Exercise instructions »
No images, please. Copy each entry below exactly as it reads.
»»
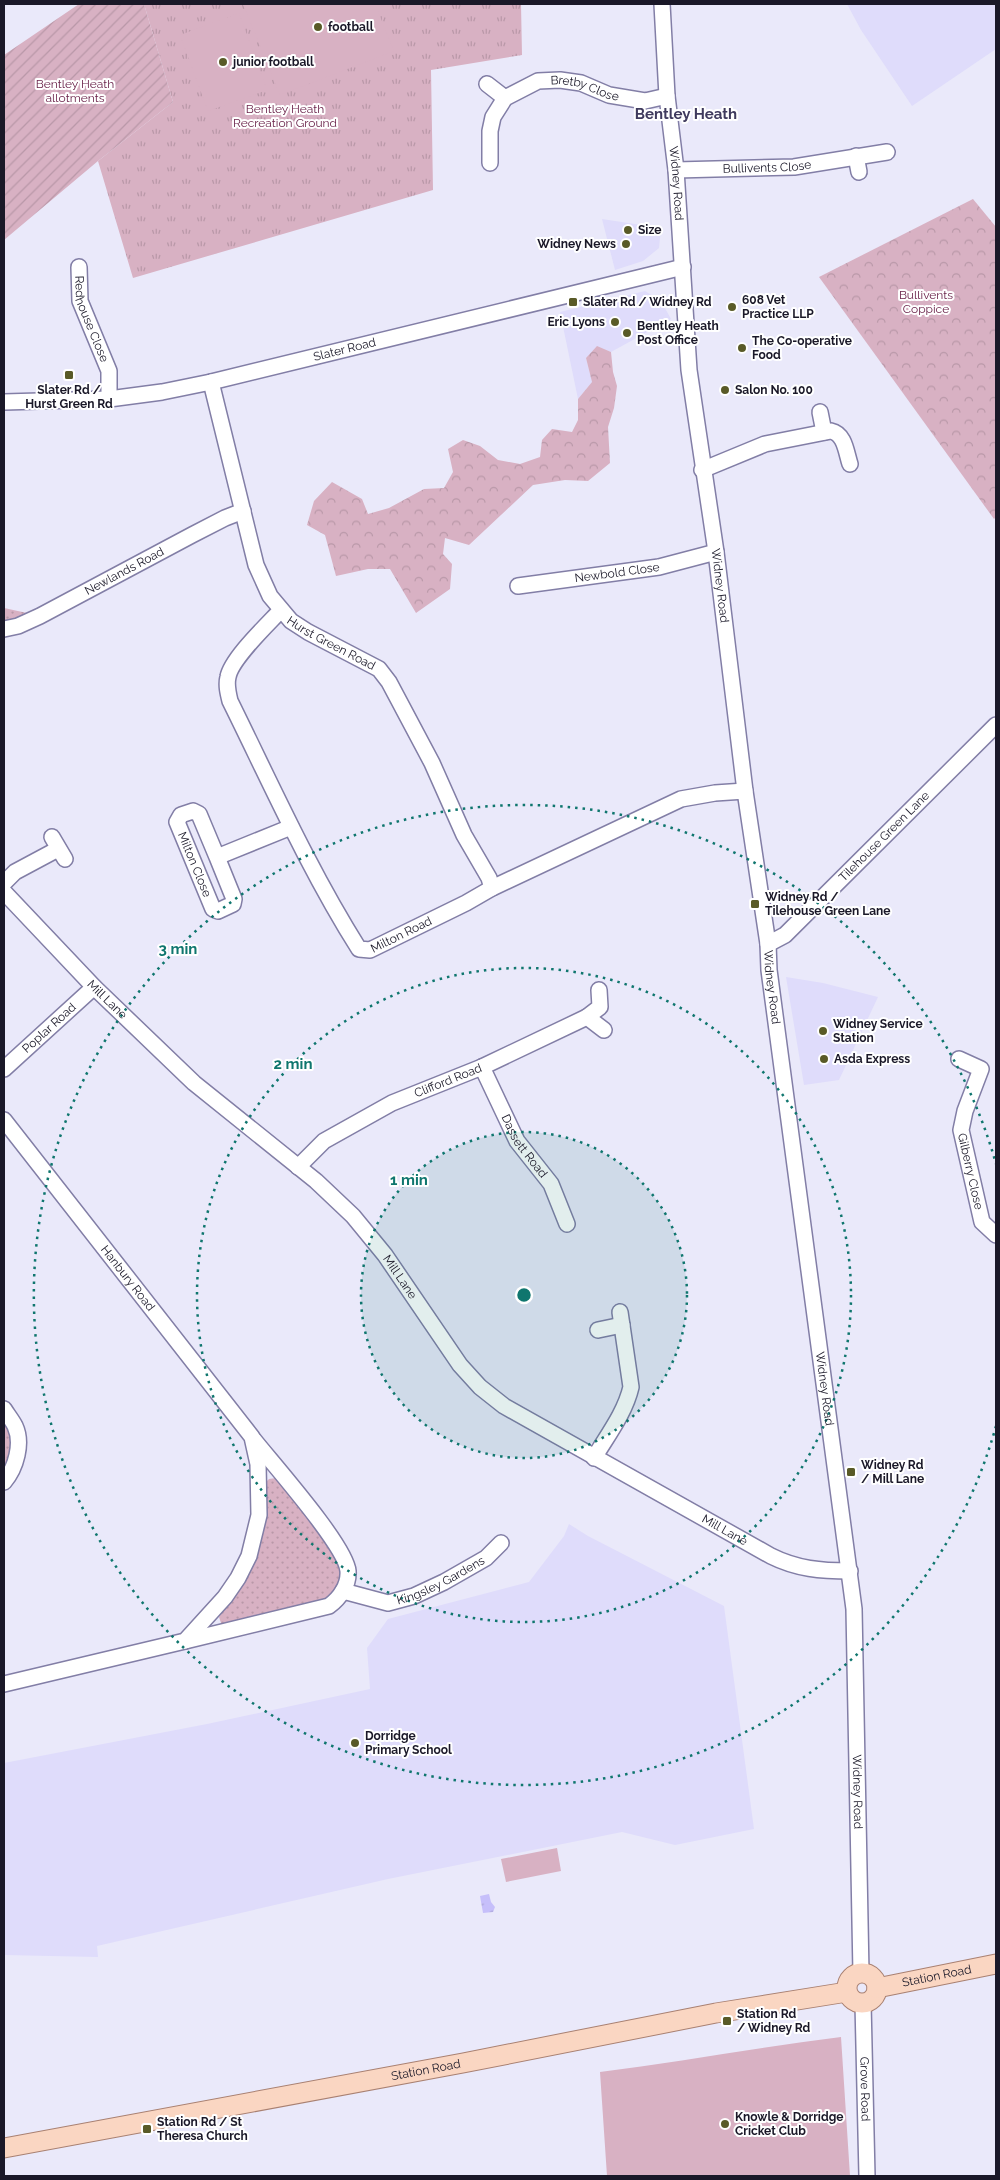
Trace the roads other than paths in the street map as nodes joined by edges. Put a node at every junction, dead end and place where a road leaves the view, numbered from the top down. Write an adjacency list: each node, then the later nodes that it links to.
1 (662, 4): 3 (street, Widney Road)
2 (487, 84): 4 (street)
3 (667, 96): 4 (street, Bretby Close); 8 (street, Widney Road)
4 (505, 98): 7 (street)
5 (887, 152): 6 (street, Bullivents Close)
6 (856, 156): 8 (street, Bullivents Close); 9 (street)
7 (490, 163)
8 (676, 170): 11 (street, Widney Road)
9 (859, 172)
10 (79, 267): 13 (street, Redhouse Close)
11 (682, 267): 12 (street, Slater Road); 18 (street, Widney Road)
12 (211, 382): 13 (street, Slater Road); 19 (street, Hurst Green Road)
13 (109, 399): 14 (street, Slater Road)
14 (4, 402)
15 (820, 412): 16 (street)
16 (824, 432): 17 (street); 18 (street)
17 (850, 464)
18 (702, 470): 20 (street, Widney Road)
19 (243, 511): 22 (street, Hurst Green Road); 23 (street, Newlands Road)
20 (716, 552): 21 (street, Newbold Close); 25 (street, Widney Road)
21 (518, 586)
22 (280, 610): 26 (street, Milton Road); 30 (street, Hurst Green Road)
23 (4, 630)
24 (996, 725): 32 (street, Tilehouse Green Lane)
25 (745, 791): 30 (street, Milton Road); 32 (street, Widney Road)
26 (292, 827): 28 (street, Milton Close); 30 (street, Milton Road)
27 (58, 848): 29 (street)
28 (217, 857): 28 (street, Milton Close)
29 (4, 883)
30 (492, 888)
31 (4, 892): 33 (street, Mill Lane)
32 (768, 944): 50 (street, Widney Road)
33 (94, 987): 39 (street, Poplar Road); 41 (street, Mill Lane)
34 (599, 990): 35 (street)
35 (587, 1017): 36 (street); 38 (street, Clifford Road)
36 (604, 1030)
37 (959, 1058): 43 (street, Gilberry Close)
38 (482, 1067): 41 (street, Clifford Road); 42 (street, Dassett Road)
39 (4, 1069)
40 (4, 1120): 46 (street, Hanbury Road)
41 (298, 1167): 47 (street, Mill Lane)
42 (567, 1224)
43 (996, 1235)
44 (598, 1330): 47 (street)
45 (4, 1409): 48 (street)
46 (252, 1437): 51 (street, Hanbury Road); 52 (street, Hanbury Road)
47 (594, 1458): 50 (street, Mill Lane)
48 (4, 1482)
49 (501, 1543): 51 (street, Kingsley Gardens)
50 (850, 1571): 55 (street, Widney Road)
51 (343, 1591): 52 (street)
52 (185, 1641): 53 (street)
53 (4, 1684)
54 (996, 1964): 56 (main road, Station Road)
55 (861, 1973): 56 (main road); 57 (main road)
56 (877, 1988): 58 (main road)
57 (847, 1992): 58 (main road); 59 (main road, Station Road)
58 (863, 2003): 60 (street, Grove Road)
59 (4, 2148)
60 (867, 2176)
««
Solution for this problem »
Trace the roads other than paths in the street map as nodes joined by edges. Put a node at every junction, dead end and place where a road leaves the view, numbered from the top down. Write an adjacency list: each node, then the later nodes that it links to.
1 (662, 4): 3 (street, Widney Road)
2 (487, 84): 4 (street)
3 (667, 96): 4 (street, Bretby Close); 8 (street, Widney Road)
4 (505, 98): 7 (street)
5 (887, 152): 6 (street, Bullivents Close)
6 (856, 156): 8 (street, Bullivents Close); 9 (street)
7 (490, 163)
8 (676, 170): 11 (street, Widney Road)
9 (859, 172)
10 (79, 267): 13 (street, Redhouse Close)
11 (682, 267): 12 (street, Slater Road); 18 (street, Widney Road)
12 (211, 382): 13 (street, Slater Road); 19 (street, Hurst Green Road)
13 (109, 399): 14 (street, Slater Road)
14 (4, 402)
15 (820, 412): 16 (street)
16 (824, 432): 17 (street); 18 (street)
17 (850, 464)
18 (702, 470): 20 (street, Widney Road)
19 (243, 511): 22 (street, Hurst Green Road); 23 (street, Newlands Road)
20 (716, 552): 21 (street, Newbold Close); 25 (street, Widney Road)
21 (518, 586)
22 (280, 610): 26 (street, Milton Road); 30 (street, Hurst Green Road)
23 (4, 630)
24 (996, 725): 32 (street, Tilehouse Green Lane)
25 (745, 791): 30 (street, Milton Road); 32 (street, Widney Road)
26 (292, 827): 28 (street, Milton Close); 30 (street, Milton Road)
27 (58, 848): 29 (street)
28 (217, 857): 28 (street, Milton Close)
29 (4, 883)
30 (492, 888)
31 (4, 892): 33 (street, Mill Lane)
32 (768, 944): 50 (street, Widney Road)
33 (94, 987): 39 (street, Poplar Road); 41 (street, Mill Lane)
34 (599, 990): 35 (street)
35 (587, 1017): 36 (street); 38 (street, Clifford Road)
36 (604, 1030)
37 (959, 1058): 43 (street, Gilberry Close)
38 (482, 1067): 41 (street, Clifford Road); 42 (street, Dassett Road)
39 (4, 1069)
40 (4, 1120): 46 (street, Hanbury Road)
41 (298, 1167): 47 (street, Mill Lane)
42 (567, 1224)
43 (996, 1235)
44 (598, 1330): 47 (street)
45 (4, 1409): 48 (street)
46 (252, 1437): 51 (street, Hanbury Road); 52 (street, Hanbury Road)
47 (594, 1458): 50 (street, Mill Lane)
48 (4, 1482)
49 (501, 1543): 51 (street, Kingsley Gardens)
50 (850, 1571): 55 (street, Widney Road)
51 (343, 1591): 52 (street)
52 (185, 1641): 53 (street)
53 (4, 1684)
54 (996, 1964): 56 (main road, Station Road)
55 (861, 1973): 56 (main road); 57 (main road)
56 (877, 1988): 58 (main road)
57 (847, 1992): 58 (main road); 59 (main road, Station Road)
58 (863, 2003): 60 (street, Grove Road)
59 (4, 2148)
60 (867, 2176)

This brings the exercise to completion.